Start of Block

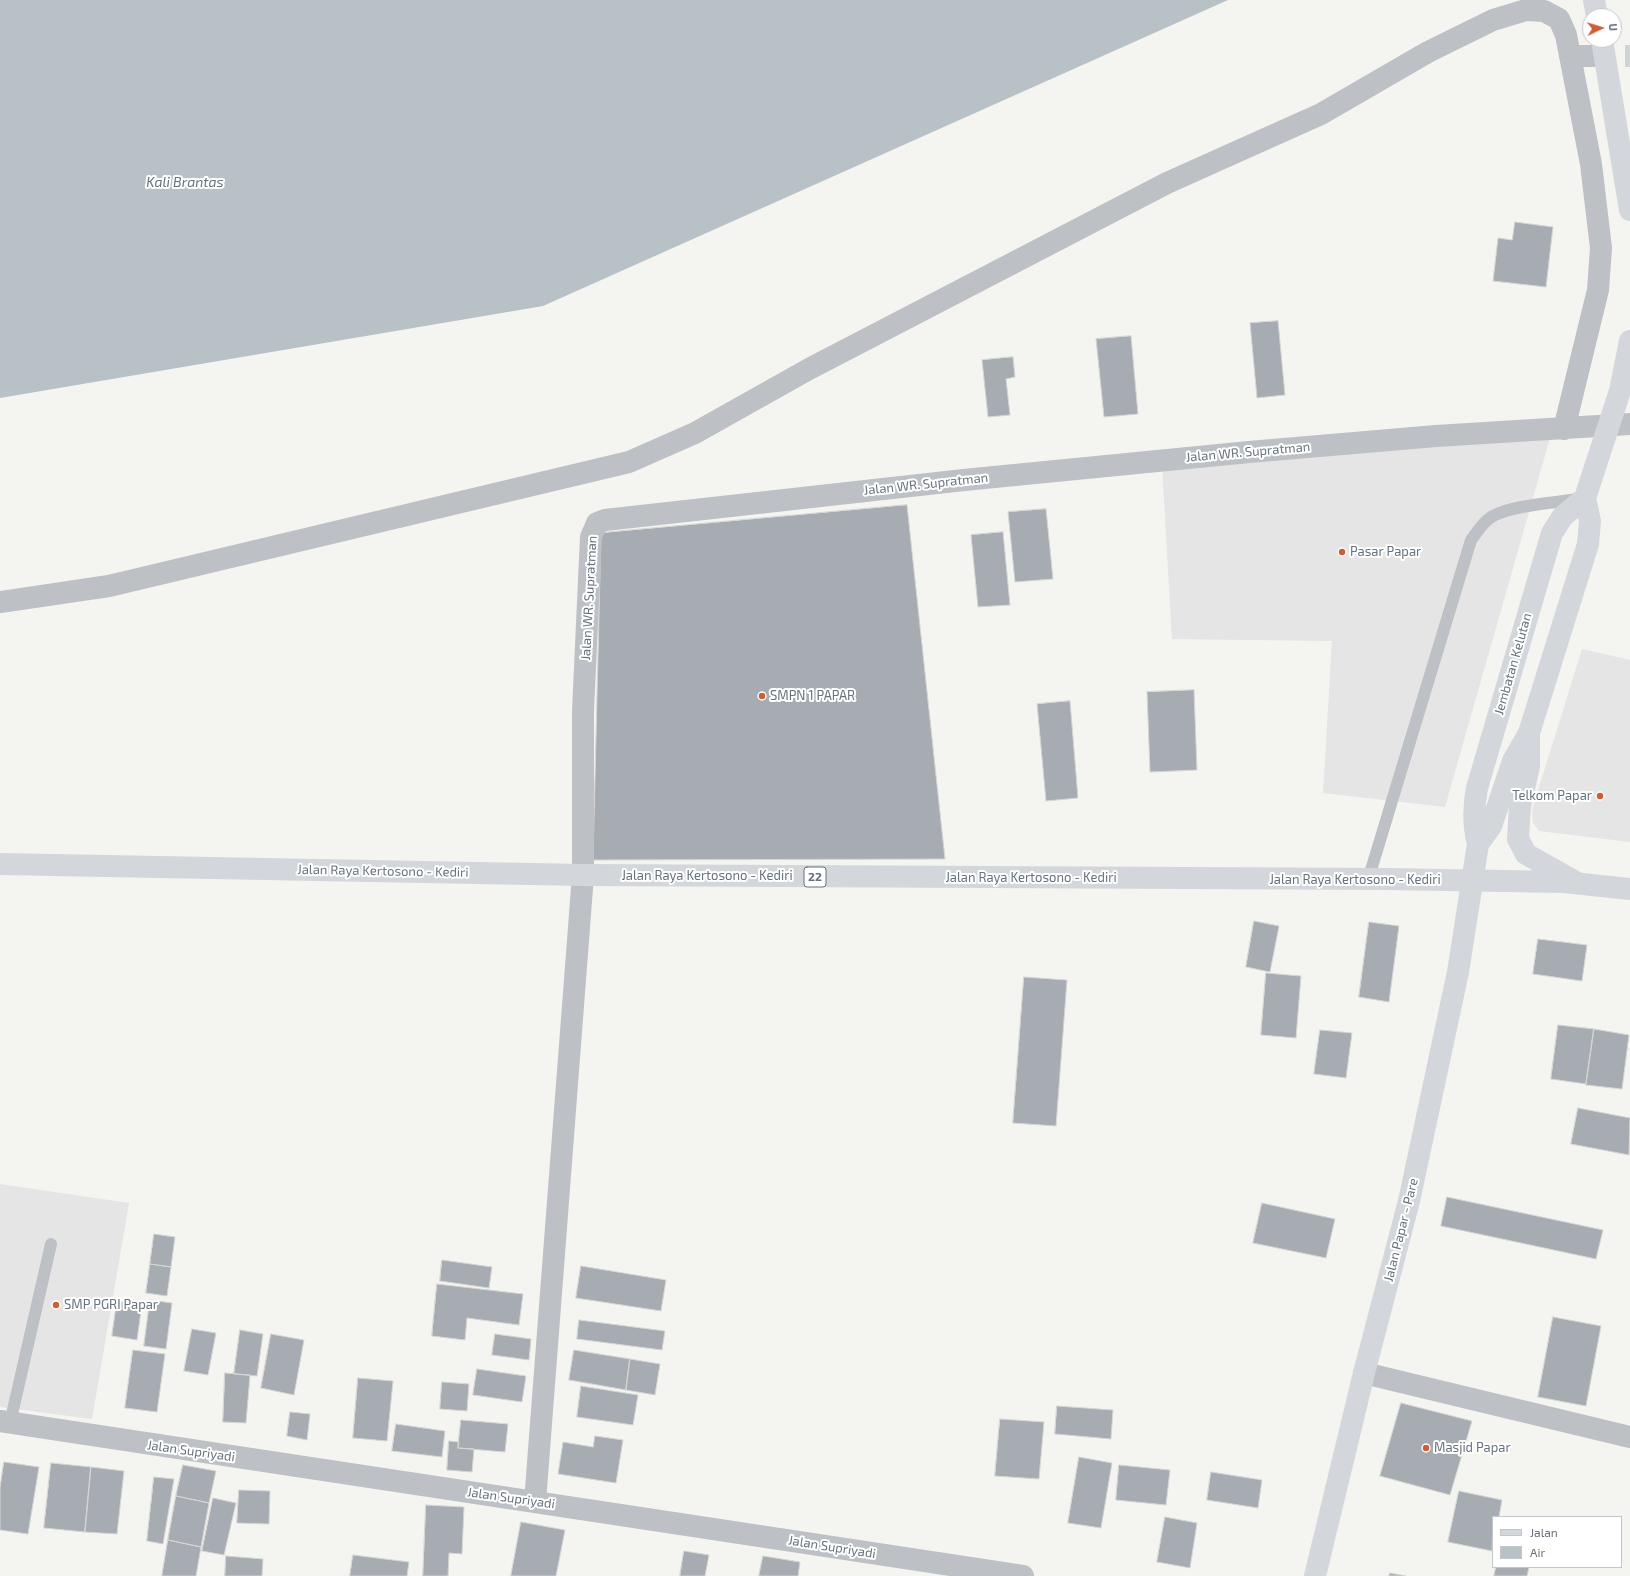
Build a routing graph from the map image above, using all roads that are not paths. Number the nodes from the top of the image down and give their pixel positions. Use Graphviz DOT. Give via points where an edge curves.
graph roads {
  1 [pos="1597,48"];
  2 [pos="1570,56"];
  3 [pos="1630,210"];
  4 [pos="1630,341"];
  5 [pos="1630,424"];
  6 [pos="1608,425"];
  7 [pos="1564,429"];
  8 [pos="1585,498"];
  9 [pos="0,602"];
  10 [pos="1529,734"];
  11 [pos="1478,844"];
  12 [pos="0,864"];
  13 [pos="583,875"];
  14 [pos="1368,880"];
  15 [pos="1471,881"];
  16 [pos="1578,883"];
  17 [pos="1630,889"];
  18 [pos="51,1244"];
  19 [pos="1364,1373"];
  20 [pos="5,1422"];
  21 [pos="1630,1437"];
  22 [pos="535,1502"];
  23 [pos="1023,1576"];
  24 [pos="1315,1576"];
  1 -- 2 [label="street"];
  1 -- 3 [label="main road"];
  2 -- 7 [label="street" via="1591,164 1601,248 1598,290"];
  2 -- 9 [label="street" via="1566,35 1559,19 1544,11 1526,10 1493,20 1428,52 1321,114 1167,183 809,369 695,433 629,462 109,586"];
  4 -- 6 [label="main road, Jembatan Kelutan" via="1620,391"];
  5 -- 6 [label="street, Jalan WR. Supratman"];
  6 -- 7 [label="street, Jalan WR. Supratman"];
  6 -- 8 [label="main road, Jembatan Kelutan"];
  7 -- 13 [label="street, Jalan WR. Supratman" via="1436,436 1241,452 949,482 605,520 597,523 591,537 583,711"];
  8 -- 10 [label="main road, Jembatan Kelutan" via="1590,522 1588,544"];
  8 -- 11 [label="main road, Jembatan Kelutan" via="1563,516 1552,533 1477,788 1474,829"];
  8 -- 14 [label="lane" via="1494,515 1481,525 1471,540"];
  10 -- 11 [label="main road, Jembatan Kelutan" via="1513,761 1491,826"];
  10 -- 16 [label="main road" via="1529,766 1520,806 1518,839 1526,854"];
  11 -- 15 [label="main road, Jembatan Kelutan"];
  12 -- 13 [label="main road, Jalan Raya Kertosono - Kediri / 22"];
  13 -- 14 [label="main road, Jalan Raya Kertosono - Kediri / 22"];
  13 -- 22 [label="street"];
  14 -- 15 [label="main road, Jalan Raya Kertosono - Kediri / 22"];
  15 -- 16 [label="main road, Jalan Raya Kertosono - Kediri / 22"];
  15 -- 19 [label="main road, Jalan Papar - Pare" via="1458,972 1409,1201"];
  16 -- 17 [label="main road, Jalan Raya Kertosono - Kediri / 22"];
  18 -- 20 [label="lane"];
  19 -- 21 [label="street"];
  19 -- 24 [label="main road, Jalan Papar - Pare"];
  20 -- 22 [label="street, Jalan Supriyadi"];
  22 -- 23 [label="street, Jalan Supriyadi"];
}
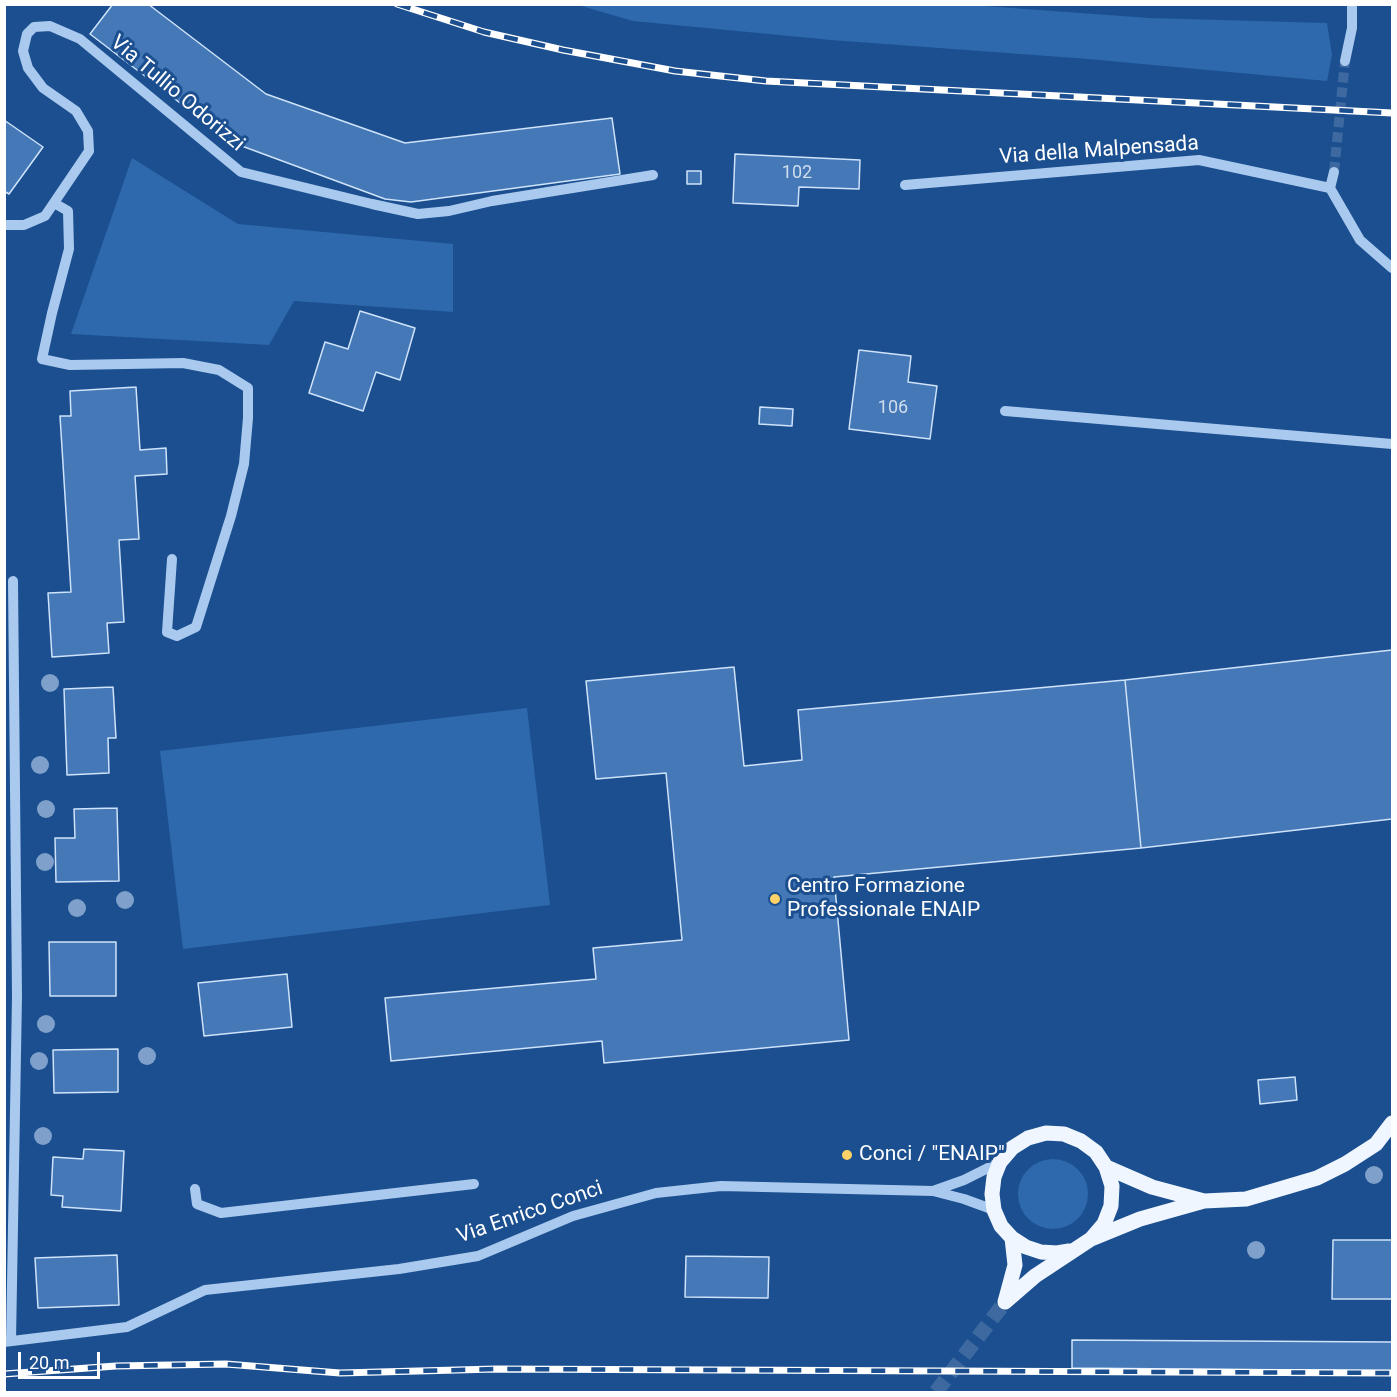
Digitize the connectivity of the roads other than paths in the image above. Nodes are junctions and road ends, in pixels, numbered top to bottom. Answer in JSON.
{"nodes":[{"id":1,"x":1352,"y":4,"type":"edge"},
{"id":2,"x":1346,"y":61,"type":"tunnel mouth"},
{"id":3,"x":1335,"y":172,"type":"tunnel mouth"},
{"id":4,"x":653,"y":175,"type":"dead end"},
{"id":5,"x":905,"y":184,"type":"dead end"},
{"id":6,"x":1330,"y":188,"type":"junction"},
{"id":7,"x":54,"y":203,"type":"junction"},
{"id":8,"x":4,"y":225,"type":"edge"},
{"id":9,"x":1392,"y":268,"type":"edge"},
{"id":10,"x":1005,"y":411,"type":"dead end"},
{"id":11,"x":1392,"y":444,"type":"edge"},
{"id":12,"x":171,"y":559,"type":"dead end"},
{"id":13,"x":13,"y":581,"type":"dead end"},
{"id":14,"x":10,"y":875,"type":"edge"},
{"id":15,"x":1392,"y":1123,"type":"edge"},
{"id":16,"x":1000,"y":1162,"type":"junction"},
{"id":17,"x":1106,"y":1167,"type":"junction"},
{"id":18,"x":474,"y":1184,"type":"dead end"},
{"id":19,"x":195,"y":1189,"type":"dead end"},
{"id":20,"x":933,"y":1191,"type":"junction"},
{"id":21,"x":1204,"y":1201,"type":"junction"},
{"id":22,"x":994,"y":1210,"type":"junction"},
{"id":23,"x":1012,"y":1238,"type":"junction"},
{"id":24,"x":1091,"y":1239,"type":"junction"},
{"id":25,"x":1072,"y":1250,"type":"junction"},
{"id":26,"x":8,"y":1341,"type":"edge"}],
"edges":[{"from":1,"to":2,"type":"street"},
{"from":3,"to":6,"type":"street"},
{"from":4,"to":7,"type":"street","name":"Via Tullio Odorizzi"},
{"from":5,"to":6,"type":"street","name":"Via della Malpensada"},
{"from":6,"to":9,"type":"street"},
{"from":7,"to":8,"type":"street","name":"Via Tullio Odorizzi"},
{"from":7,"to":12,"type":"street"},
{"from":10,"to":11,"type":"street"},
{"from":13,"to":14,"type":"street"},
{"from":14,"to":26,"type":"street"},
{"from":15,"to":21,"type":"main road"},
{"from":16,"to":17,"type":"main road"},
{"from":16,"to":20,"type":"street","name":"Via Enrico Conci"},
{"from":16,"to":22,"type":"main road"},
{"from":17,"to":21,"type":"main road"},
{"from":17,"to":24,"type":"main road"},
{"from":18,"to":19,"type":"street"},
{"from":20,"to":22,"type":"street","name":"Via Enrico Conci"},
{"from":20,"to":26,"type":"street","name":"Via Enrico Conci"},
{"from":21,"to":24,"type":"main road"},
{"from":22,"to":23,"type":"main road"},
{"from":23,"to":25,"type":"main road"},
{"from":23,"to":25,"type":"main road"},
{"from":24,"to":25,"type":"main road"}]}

End of Block

- **Work instructions**
Check each line of the entries above for the string "name", and return those that contain it.

- **Task answer**
{"from":4,"to":7,"type":"street","name":"Via Tullio Odorizzi"},
{"from":5,"to":6,"type":"street","name":"Via della Malpensada"},
{"from":7,"to":8,"type":"street","name":"Via Tullio Odorizzi"},
{"from":16,"to":20,"type":"street","name":"Via Enrico Conci"},
{"from":20,"to":22,"type":"street","name":"Via Enrico Conci"},
{"from":20,"to":26,"type":"street","name":"Via Enrico Conci"},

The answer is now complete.